O Banco de Portugal, na publicação “Desenvolvimentos recentes do sistema bancário”, divulgou os últimos dados sobre o sector. E a radiografia ao crédito malparado português evidencia que dois terços do NPL teve origem no crédito às empresas, segundo a DBRS.

Terá sido assim tão difícil garantir a satisfação dos créditos? E a pergunta não se reporta só ao cenário de tempestade e crise em que tudo começou a correr mal, mas também aos momentos de primavera em flor em que os empréstimos foram concedidos às empresas.

Os financiamentos eram aprovados sem garantias bastantes ou o que está na lei é letra morta ou desconhecida?

Habitualmente os bancos exigem garantias reais às empresas financiadas e garantias pessoais aos seus sócios ou gerentes. As regras da experiência comum assim o dizem. Aos empréstimos propriamente ditos, sabemos todos como se somam hipotecas sobre os imóveis da empresa (quando existem) e fianças, avales, letras e livranças dos empresários e respectivos cônjuges.

Mesmo admitindo que a maior parte das empresas não tivesse património imobiliário para dar em garantia ou que com a crise o valor desses bens não tenha sido suficiente para realizar o montante dos créditos incumpridos, ainda restavam as garantias pessoais para executar.

O que aconteceu? O património pessoal dos empresários não foi suficiente? Porquê? Desvalorizou subitamente ou já não havia património pessoal quando os bancos quiseram executar? Porquê?

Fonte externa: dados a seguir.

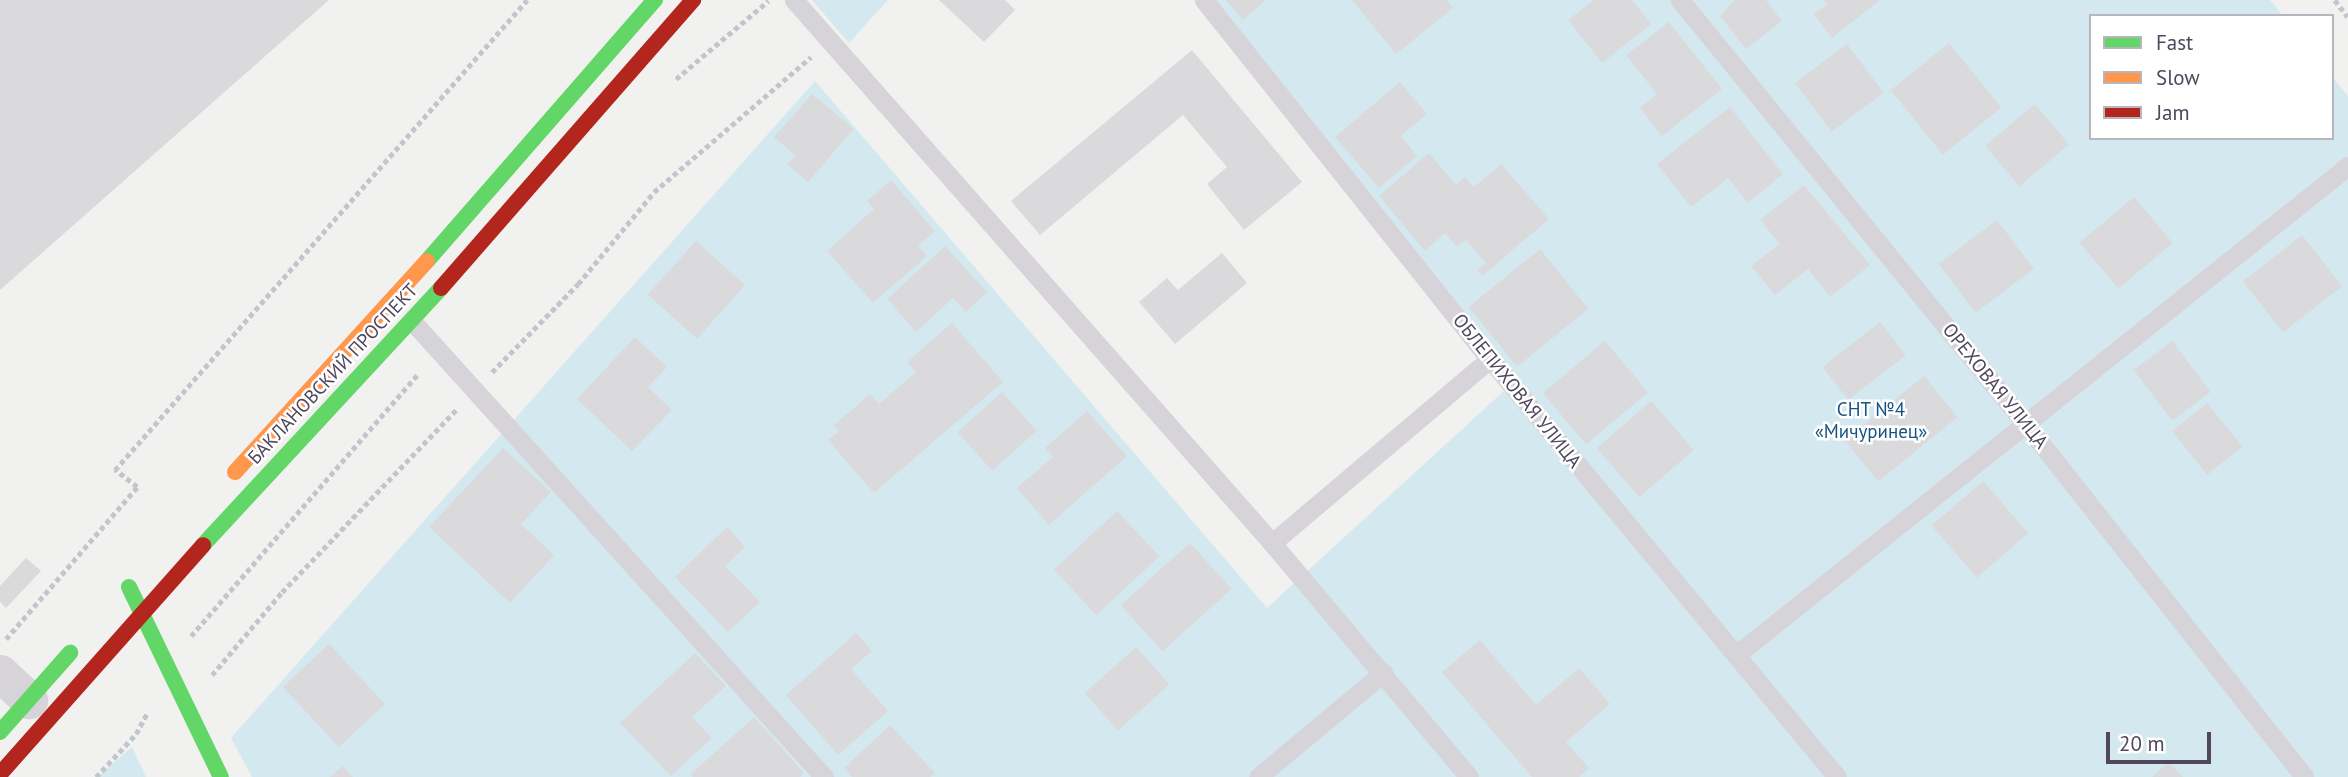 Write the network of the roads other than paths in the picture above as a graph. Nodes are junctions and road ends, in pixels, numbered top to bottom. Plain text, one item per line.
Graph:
1 (655, 0) edge
2 (692, 0) edge
3 (794, 0) edge
4 (1204, 0) edge
5 (1680, 0) edge
6 (2348, 166) edge
7 (412, 321) junction
8 (1490, 359) junction
9 (2024, 422) junction
10 (221, 487) dead end
11 (1272, 543) junction
12 (129, 587) dead end
13 (139, 614) junction
14 (84, 638) dead end
15 (1736, 655) junction
16 (0, 673) edge
17 (1383, 673) junction
18 (29, 700) junction
19 (0, 732) edge
20 (0, 774) edge
21 (221, 777) edge
22 (824, 777) edge
23 (1258, 777) edge
24 (1469, 777) edge
25 (1837, 777) edge
26 (2304, 777) edge

1 - 10 main road, БАКЛАНОВСКИЙ ПРОСПЕКТ
2 - 7 main road, БАКЛАНОВСКИЙ ПРОСПЕКТ
3 - 11 lane
4 - 8 lane, ОБЛЕПИХОВАЯ УЛИЦА
5 - 9 lane, ОРЕХОВАЯ УЛИЦА
6 - 9 lane
7 - 13 main road, БАКЛАНОВСКИЙ ПРОСПЕКТ
7 - 22 lane
8 - 11 lane
8 - 15 lane, ОБЛЕПИХОВАЯ УЛИЦА
9 - 15 lane
9 - 26 lane, ОРЕХОВАЯ УЛИЦА
11 - 17 lane
12 - 13 main road
13 - 20 main road, БАКЛАНОВСКИЙ ПРОСПЕКТ
13 - 21 main road
14 - 18 main road
15 - 25 lane, ОБЛЕПИХОВАЯ УЛИЦА
16 - 18 street
17 - 23 lane
17 - 24 lane
18 - 19 main road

Foi dissipado ou os empresários já não tinham bens em seu nome quando prestaram as garantais pessoais (ou pouco tempo depois) e os bancos não tiveram o cuidado de verificar? Seria interessante e importante fazer este levantamento.

Não cremos que os bancos tenham sido tão incautos que não tenham solicitado garantias pessoais em dois terços dos créditos concedidos às empresas e também não acreditamos que as garantias pessoais tenham sido prestadas sem os bancos se certificarem que os empresários tinham património.

Nesta equação, algo nos diz que terá falhado o acompanhamento da variação patrimonial. Isto é, talvez houvesse bens quando os empresários prestaram garantias pessoais, mas entretanto mudaram de dono sem que os bancos dessem conta e quando se aperceberam já tinham decorrido os cinco anos para a impugnação pauliana e anulação dos actos de disposição patrimonial.

E quanto a todos os demais mecanismos de conservação da garantia patrimonial que a lei faculta a qualquer credor? Terá faltado coragem ou conhecimento da lei para lançar mão deles? É que há divórcios que só o são no papel e pedem coragem aos credores para os atacar como negócio simulado e há transmissões e desvalorização de bens que exigem conhecimentos legais para agir em tempo e exigir o reforço de garantias que a lei prevê.

Há muitos instrumentos para a satisfação do direito de crédito previstos desde sempre no Código Civil e sempre à disposição de qualquer credor. Não são ferramentas velhas e inúteis, são parte do segredo para menos NPL.

Sem prejuízo, cremos que um futuro com muito menos NPL só virá quando o legislador comunitário impuser a execução extrajudicial de todo o tipo de garantias ou quando o legislador nacional tiver a coragem de mudar a lei, prevendo que as vendas judiciais de imóveis sejam feitas por conservadores de registo predial – fazendo uso de uma autorização legislativa de 2002 – e permitindo que por acordo com o devedor, em caso de incumprimento, o credor possa fazer seu o bem ou direito dado em garantia (com a obrigação legal de devolução do eventual excesso de valor da garantia em relação ao montante da dívida não paga).

Coragem ou directiva comunitária? Eis a questão!

A autora escreve de acordo com a antiga ortografia.